Saved entries -
--------------------------------------------------

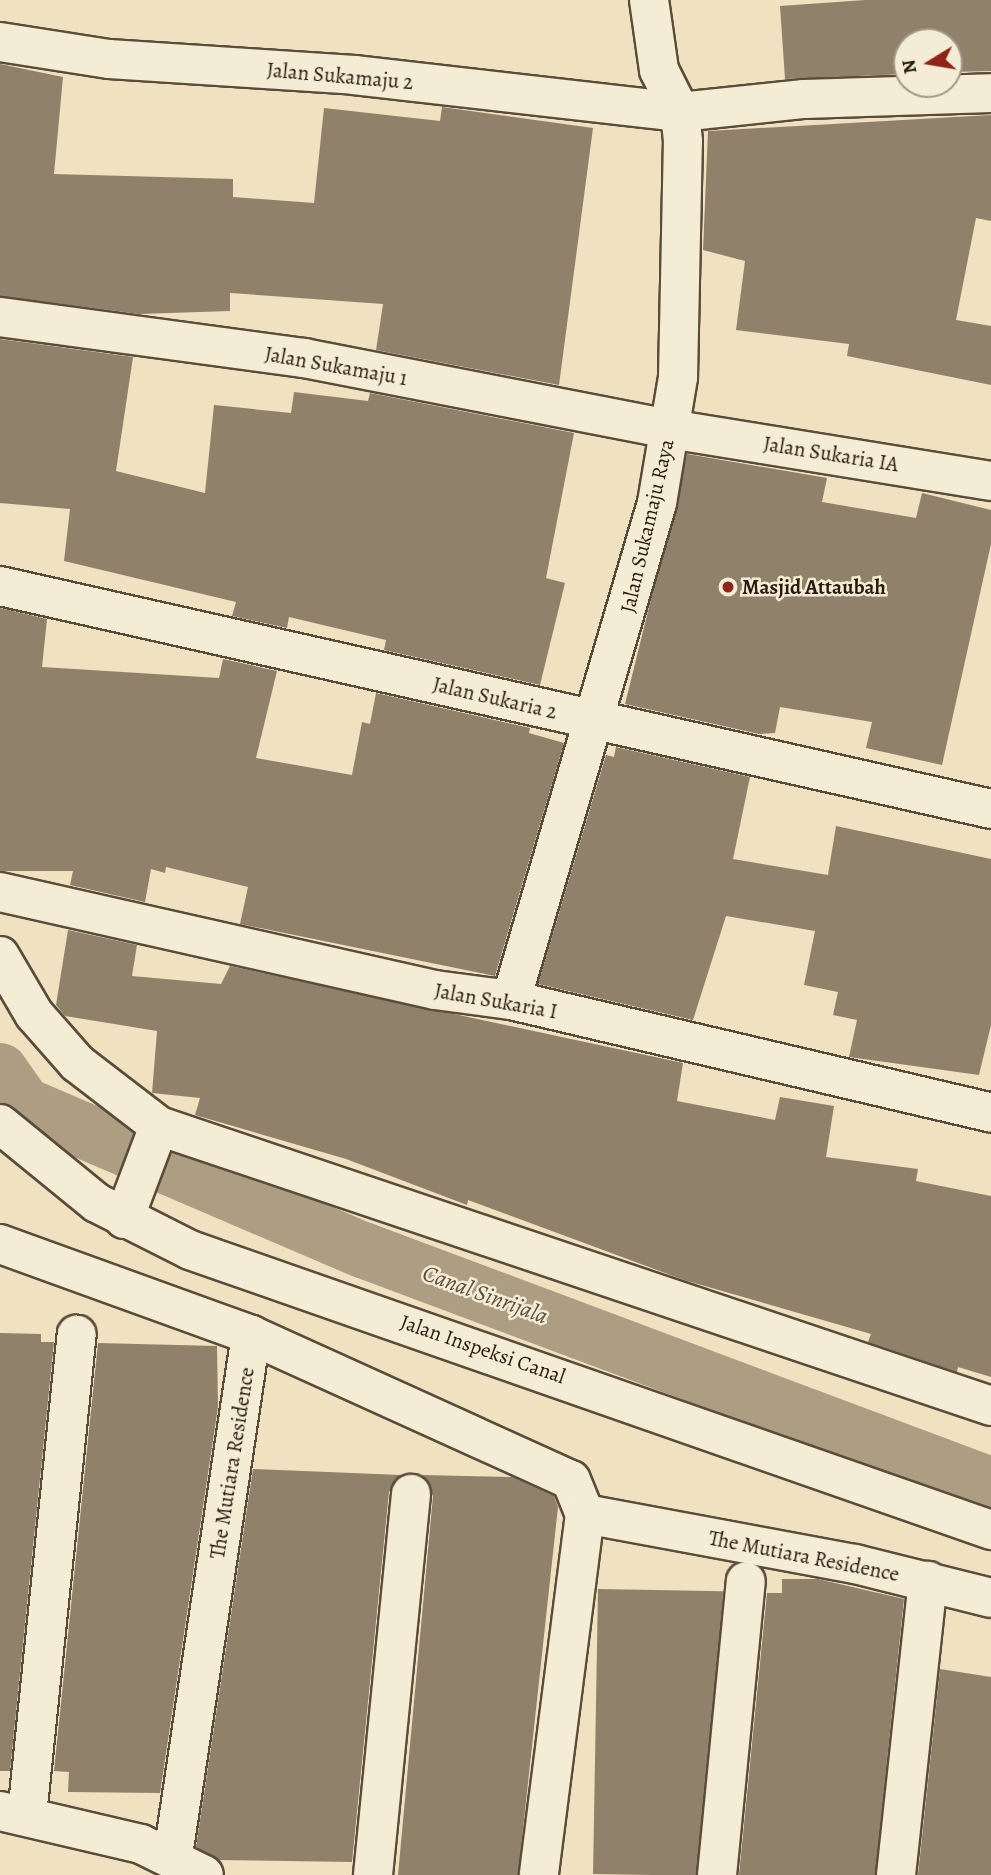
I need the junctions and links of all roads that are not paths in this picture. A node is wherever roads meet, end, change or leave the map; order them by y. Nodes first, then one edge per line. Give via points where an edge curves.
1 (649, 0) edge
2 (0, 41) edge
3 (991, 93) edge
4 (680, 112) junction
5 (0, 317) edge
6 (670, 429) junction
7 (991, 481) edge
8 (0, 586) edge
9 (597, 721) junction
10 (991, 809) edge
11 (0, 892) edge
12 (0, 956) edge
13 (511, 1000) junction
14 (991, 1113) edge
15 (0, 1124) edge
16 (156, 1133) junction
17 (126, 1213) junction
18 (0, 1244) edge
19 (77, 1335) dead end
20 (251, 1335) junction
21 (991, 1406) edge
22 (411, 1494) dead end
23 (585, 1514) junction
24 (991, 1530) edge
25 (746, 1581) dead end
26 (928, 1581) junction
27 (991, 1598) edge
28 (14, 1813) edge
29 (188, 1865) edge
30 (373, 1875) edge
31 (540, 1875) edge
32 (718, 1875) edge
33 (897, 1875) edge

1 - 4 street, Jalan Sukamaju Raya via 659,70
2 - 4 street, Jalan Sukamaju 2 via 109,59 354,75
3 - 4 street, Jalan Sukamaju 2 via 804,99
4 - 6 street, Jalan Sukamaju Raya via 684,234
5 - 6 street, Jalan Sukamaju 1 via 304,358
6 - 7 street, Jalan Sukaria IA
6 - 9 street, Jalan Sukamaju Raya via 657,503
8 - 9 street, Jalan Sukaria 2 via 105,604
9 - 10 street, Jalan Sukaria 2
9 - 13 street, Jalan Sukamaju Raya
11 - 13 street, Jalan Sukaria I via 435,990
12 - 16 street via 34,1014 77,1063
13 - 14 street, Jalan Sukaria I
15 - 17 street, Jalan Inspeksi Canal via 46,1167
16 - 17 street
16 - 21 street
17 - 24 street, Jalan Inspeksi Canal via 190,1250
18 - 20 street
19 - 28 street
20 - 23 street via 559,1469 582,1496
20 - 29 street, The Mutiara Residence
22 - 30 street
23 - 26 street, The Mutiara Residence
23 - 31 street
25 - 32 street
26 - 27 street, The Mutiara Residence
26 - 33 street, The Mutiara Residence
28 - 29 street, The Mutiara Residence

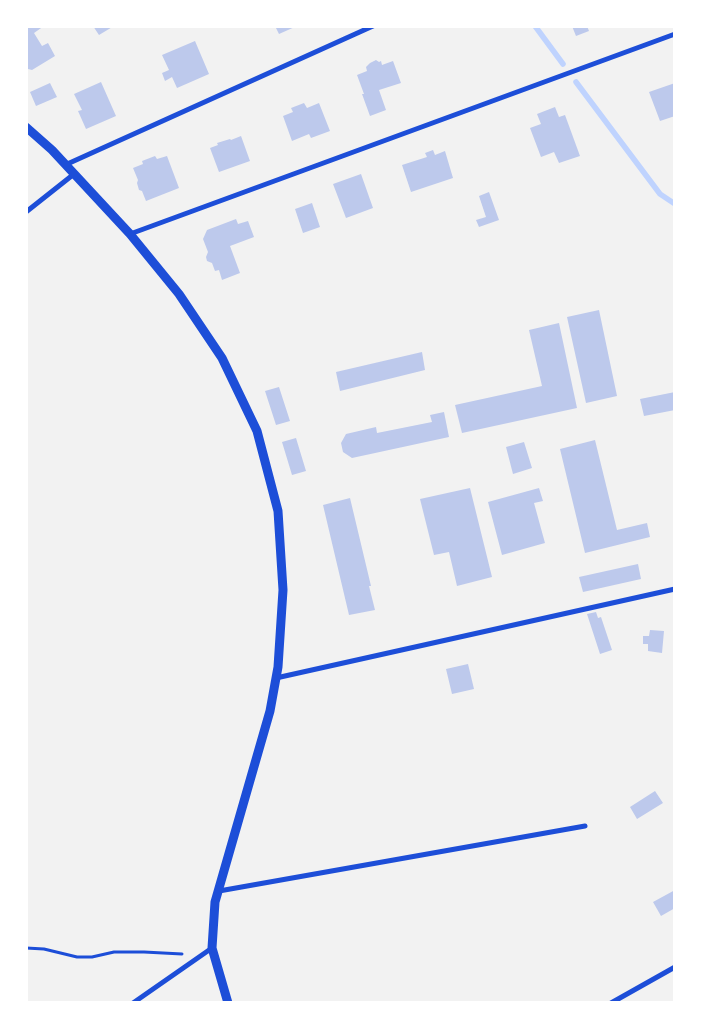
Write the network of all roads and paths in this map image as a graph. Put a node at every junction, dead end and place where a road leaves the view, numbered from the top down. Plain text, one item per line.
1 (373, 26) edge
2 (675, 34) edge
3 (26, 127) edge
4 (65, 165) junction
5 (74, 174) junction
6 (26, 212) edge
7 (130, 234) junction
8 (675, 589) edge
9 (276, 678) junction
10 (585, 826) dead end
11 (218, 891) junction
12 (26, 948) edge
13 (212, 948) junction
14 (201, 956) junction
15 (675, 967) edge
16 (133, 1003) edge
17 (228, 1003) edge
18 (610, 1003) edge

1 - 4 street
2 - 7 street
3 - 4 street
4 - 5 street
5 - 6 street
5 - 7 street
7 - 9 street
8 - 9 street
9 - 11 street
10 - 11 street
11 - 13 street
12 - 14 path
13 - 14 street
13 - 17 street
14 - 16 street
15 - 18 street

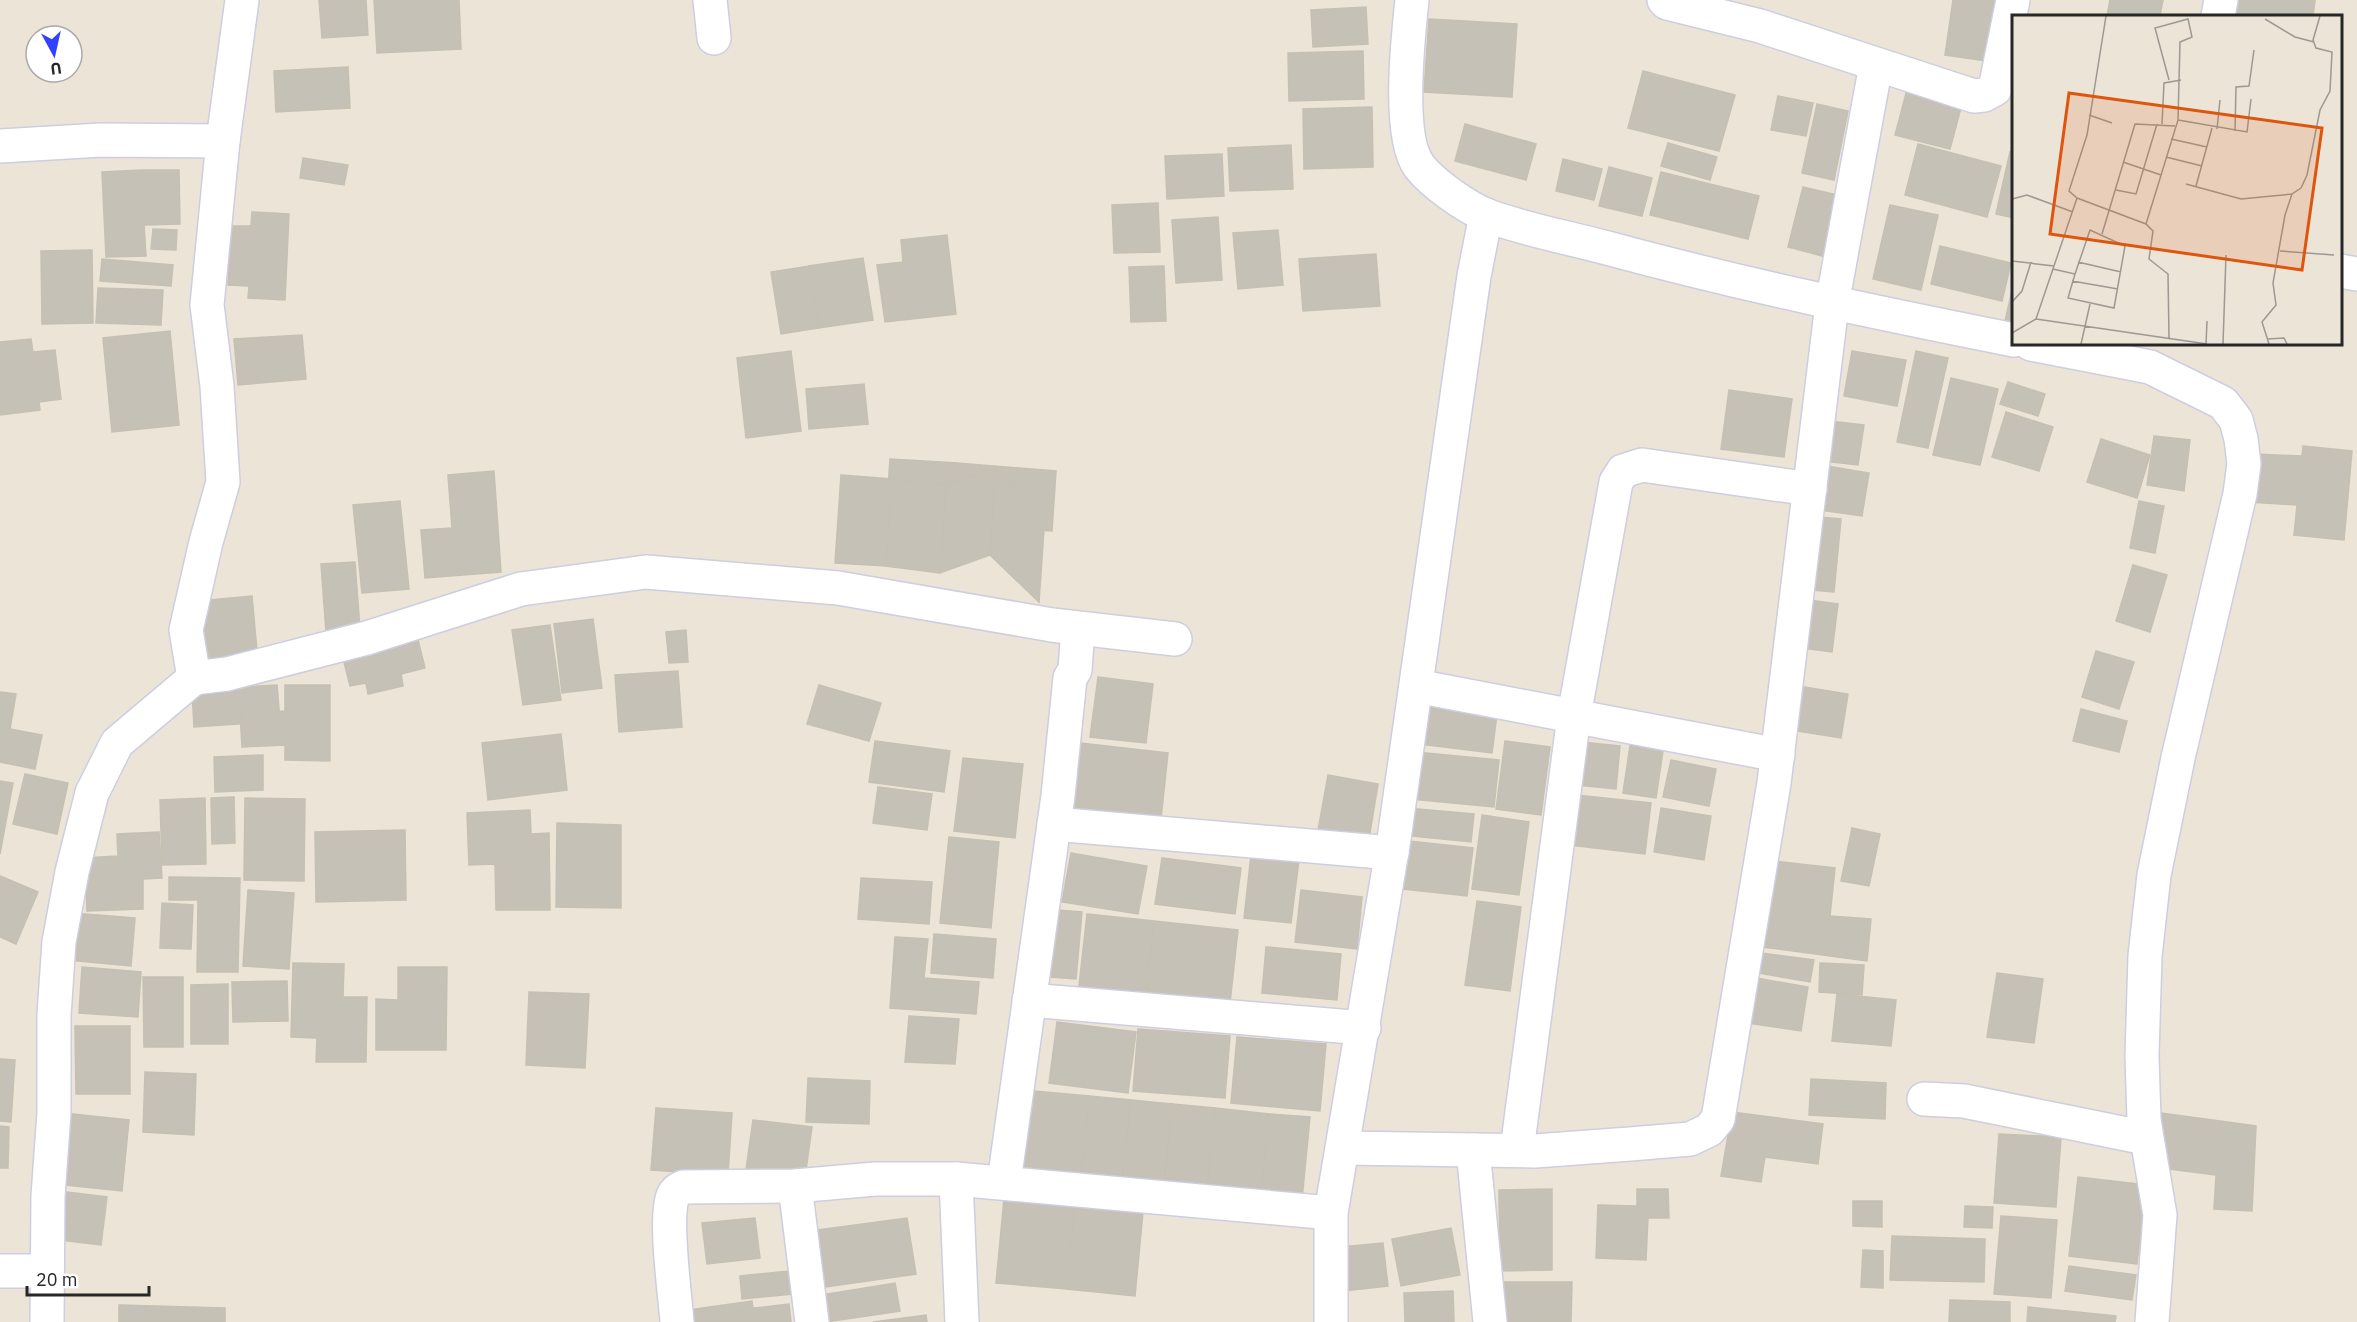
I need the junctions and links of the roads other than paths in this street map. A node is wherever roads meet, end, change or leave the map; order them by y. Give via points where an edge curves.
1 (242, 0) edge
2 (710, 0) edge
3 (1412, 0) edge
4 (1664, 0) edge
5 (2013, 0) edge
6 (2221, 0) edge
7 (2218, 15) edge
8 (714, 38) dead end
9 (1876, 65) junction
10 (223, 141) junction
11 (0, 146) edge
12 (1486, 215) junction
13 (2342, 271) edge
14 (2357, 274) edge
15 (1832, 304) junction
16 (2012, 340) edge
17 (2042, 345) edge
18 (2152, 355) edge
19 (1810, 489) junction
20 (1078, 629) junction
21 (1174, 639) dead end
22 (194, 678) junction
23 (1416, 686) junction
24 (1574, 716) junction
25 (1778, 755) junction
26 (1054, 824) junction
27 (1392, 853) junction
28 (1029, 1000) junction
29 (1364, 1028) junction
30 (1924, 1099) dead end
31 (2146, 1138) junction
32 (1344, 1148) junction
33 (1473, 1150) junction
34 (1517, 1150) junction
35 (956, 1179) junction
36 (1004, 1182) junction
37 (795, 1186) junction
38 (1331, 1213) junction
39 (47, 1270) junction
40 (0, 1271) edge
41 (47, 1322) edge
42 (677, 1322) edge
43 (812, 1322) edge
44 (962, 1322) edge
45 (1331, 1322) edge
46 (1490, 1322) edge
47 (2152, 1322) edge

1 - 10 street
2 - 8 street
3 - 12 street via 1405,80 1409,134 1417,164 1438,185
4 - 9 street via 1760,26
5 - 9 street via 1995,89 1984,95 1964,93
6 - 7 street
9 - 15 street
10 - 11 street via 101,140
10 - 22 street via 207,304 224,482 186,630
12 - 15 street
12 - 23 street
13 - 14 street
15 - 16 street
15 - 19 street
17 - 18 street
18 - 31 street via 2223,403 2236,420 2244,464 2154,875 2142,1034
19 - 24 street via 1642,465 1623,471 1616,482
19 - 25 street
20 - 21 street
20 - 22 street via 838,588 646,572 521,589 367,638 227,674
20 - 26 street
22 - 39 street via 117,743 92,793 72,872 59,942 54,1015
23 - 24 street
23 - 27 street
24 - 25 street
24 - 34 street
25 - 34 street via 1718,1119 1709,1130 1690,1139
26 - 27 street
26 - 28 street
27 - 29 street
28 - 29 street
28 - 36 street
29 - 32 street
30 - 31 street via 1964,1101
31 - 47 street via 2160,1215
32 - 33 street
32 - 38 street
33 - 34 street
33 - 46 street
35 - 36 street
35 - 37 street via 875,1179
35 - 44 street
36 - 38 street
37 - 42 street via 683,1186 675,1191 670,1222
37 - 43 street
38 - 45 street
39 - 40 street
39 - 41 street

--------------------------------------------------

WHAT YOU SHOULD DO -
Copy out the data exactly and keep the pictures out.

FINISHED EXERCISE -
I need the junctions and links of all roads that are not paths in this picture. A node is wherever roads meet, end, change or leave the map; order them by y. Nodes first, then one edge per line. Give via points where an edge curves.
1 (649, 0) edge
2 (0, 41) edge
3 (991, 93) edge
4 (680, 112) junction
5 (0, 317) edge
6 (670, 429) junction
7 (991, 481) edge
8 (0, 586) edge
9 (597, 721) junction
10 (991, 809) edge
11 (0, 892) edge
12 (0, 956) edge
13 (511, 1000) junction
14 (991, 1113) edge
15 (0, 1124) edge
16 (156, 1133) junction
17 (126, 1213) junction
18 (0, 1244) edge
19 (77, 1335) dead end
20 (251, 1335) junction
21 (991, 1406) edge
22 (411, 1494) dead end
23 (585, 1514) junction
24 (991, 1530) edge
25 (746, 1581) dead end
26 (928, 1581) junction
27 (991, 1598) edge
28 (14, 1813) edge
29 (188, 1865) edge
30 (373, 1875) edge
31 (540, 1875) edge
32 (718, 1875) edge
33 (897, 1875) edge

1 - 4 street, Jalan Sukamaju Raya via 659,70
2 - 4 street, Jalan Sukamaju 2 via 109,59 354,75
3 - 4 street, Jalan Sukamaju 2 via 804,99
4 - 6 street, Jalan Sukamaju Raya via 684,234
5 - 6 street, Jalan Sukamaju 1 via 304,358
6 - 7 street, Jalan Sukaria IA
6 - 9 street, Jalan Sukamaju Raya via 657,503
8 - 9 street, Jalan Sukaria 2 via 105,604
9 - 10 street, Jalan Sukaria 2
9 - 13 street, Jalan Sukamaju Raya
11 - 13 street, Jalan Sukaria I via 435,990
12 - 16 street via 34,1014 77,1063
13 - 14 street, Jalan Sukaria I
15 - 17 street, Jalan Inspeksi Canal via 46,1167
16 - 17 street
16 - 21 street
17 - 24 street, Jalan Inspeksi Canal via 190,1250
18 - 20 street
19 - 28 street
20 - 23 street via 559,1469 582,1496
20 - 29 street, The Mutiara Residence
22 - 30 street
23 - 26 street, The Mutiara Residence
23 - 31 street
25 - 32 street
26 - 27 street, The Mutiara Residence
26 - 33 street, The Mutiara Residence
28 - 29 street, The Mutiara Residence

Write the network of all roads and paths in this map image as a graph. Put a node at every junction, dead end and place where a road leaves the view, numbered from the top down. Plain text, one item per line.
1 (373, 26) edge
2 (675, 34) edge
3 (26, 127) edge
4 (65, 165) junction
5 (74, 174) junction
6 (26, 212) edge
7 (130, 234) junction
8 (675, 589) edge
9 (276, 678) junction
10 (585, 826) dead end
11 (218, 891) junction
12 (26, 948) edge
13 (212, 948) junction
14 (201, 956) junction
15 (675, 967) edge
16 (133, 1003) edge
17 (228, 1003) edge
18 (610, 1003) edge

1 - 4 street
2 - 7 street
3 - 4 street
4 - 5 street
5 - 6 street
5 - 7 street
7 - 9 street
8 - 9 street
9 - 11 street
10 - 11 street
11 - 13 street
12 - 14 path
13 - 14 street
13 - 17 street
14 - 16 street
15 - 18 street

I need the junctions and links of the roads other than paths in this street map. A node is wherever roads meet, end, change or leave the map; order them by y. Give via points where an edge curves.
1 (242, 0) edge
2 (710, 0) edge
3 (1412, 0) edge
4 (1664, 0) edge
5 (2013, 0) edge
6 (2221, 0) edge
7 (2218, 15) edge
8 (714, 38) dead end
9 (1876, 65) junction
10 (223, 141) junction
11 (0, 146) edge
12 (1486, 215) junction
13 (2342, 271) edge
14 (2357, 274) edge
15 (1832, 304) junction
16 (2012, 340) edge
17 (2042, 345) edge
18 (2152, 355) edge
19 (1810, 489) junction
20 (1078, 629) junction
21 (1174, 639) dead end
22 (194, 678) junction
23 (1416, 686) junction
24 (1574, 716) junction
25 (1778, 755) junction
26 (1054, 824) junction
27 (1392, 853) junction
28 (1029, 1000) junction
29 (1364, 1028) junction
30 (1924, 1099) dead end
31 (2146, 1138) junction
32 (1344, 1148) junction
33 (1473, 1150) junction
34 (1517, 1150) junction
35 (956, 1179) junction
36 (1004, 1182) junction
37 (795, 1186) junction
38 (1331, 1213) junction
39 (47, 1270) junction
40 (0, 1271) edge
41 (47, 1322) edge
42 (677, 1322) edge
43 (812, 1322) edge
44 (962, 1322) edge
45 (1331, 1322) edge
46 (1490, 1322) edge
47 (2152, 1322) edge

1 - 10 street
2 - 8 street
3 - 12 street via 1405,80 1409,134 1417,164 1438,185
4 - 9 street via 1760,26
5 - 9 street via 1995,89 1984,95 1964,93
6 - 7 street
9 - 15 street
10 - 11 street via 101,140
10 - 22 street via 207,304 224,482 186,630
12 - 15 street
12 - 23 street
13 - 14 street
15 - 16 street
15 - 19 street
17 - 18 street
18 - 31 street via 2223,403 2236,420 2244,464 2154,875 2142,1034
19 - 24 street via 1642,465 1623,471 1616,482
19 - 25 street
20 - 21 street
20 - 22 street via 838,588 646,572 521,589 367,638 227,674
20 - 26 street
22 - 39 street via 117,743 92,793 72,872 59,942 54,1015
23 - 24 street
23 - 27 street
24 - 25 street
24 - 34 street
25 - 34 street via 1718,1119 1709,1130 1690,1139
26 - 27 street
26 - 28 street
27 - 29 street
28 - 29 street
28 - 36 street
29 - 32 street
30 - 31 street via 1964,1101
31 - 47 street via 2160,1215
32 - 33 street
32 - 38 street
33 - 34 street
33 - 46 street
35 - 36 street
35 - 37 street via 875,1179
35 - 44 street
36 - 38 street
37 - 42 street via 683,1186 675,1191 670,1222
37 - 43 street
38 - 45 street
39 - 40 street
39 - 41 street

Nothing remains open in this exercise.